Each event you promote should have its own web page to promote that event. I DID NOT say Web site, I said web page. Two very different things. If you’re having a bootcamp (like I did) for self publishers, you could put up a page as an extension of an existing site.
The web address might read www.selfpublishingsuccess.com/bootcamp, or possibly bootcamp.selfpublishing.com.This works fine as long as you have a way to track people who come to your site based on referrals from others. Doing this will allow you to make sure that the right people get compensated for registrations.
One common way to do this is with affiliate tracking software such as the program you find at WebMarketingMagic.com.
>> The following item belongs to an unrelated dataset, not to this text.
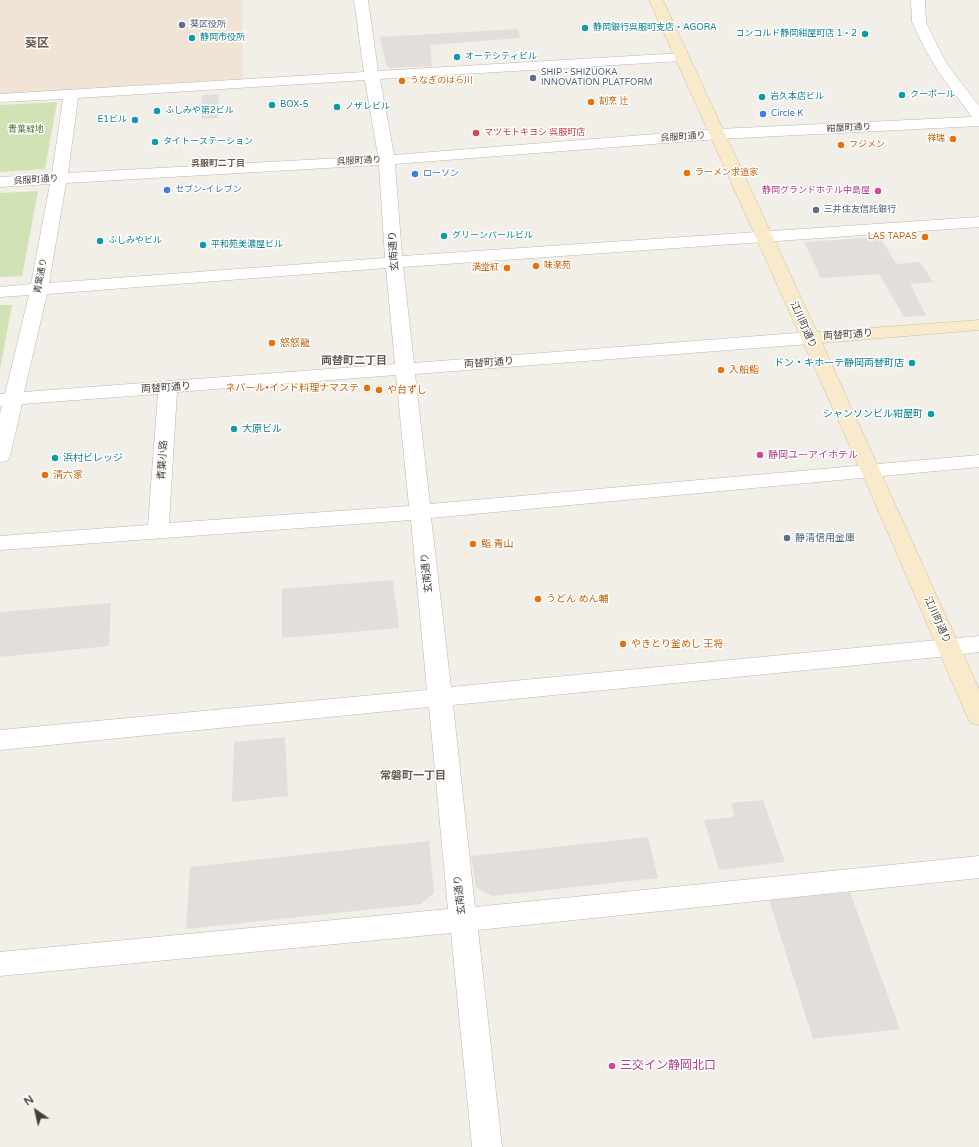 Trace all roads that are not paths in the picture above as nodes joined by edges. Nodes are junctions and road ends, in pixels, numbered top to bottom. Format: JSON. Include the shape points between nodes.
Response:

There are other ways of accomplishing this tracking that don’t require you to sign up for an affiliate program that are explained in the seminar Dan Shafer presents as a joint venture with me, “Let Technology Give You an Unfair Advantage in Online Marketing.”
Regardless of which way you choose to handle it, you need to know when one of your joint venture partners sends someone to your Web site and they sign up for the seminar. Those partners need to feel comfortable that you’ll automatically be able to track where referrals come from so they can be confident of being paid for their help.
Make sure you allow people to register for your event on-line. If they came to you through a Web site, they are probably reasonably Web-savvy and will therefore likely expect and appreciate an online registration option. It will also take up less of your time to do it this way.
The Web site to promote your event need not include all of the bells and whistles of most Web sites. It should look like a sales letter describing all the features and benefits of attending your event. Resist the temptation to add features that don’t have a demonstrable positive impact on your revenue and profits. Particularly avoid graphical and other doodads that increase the time it takes for your site to load into your prospects’ and customers’ browsers.
Make sure to offer people incentives for signing up immediately. Urgency is even more important on the Web than with direct mail. Once someone clicks away from your site, it’s almost impossible to get them to return if they haven’t bought something. You should also give them the option to purchase the audio or video tapes of the event.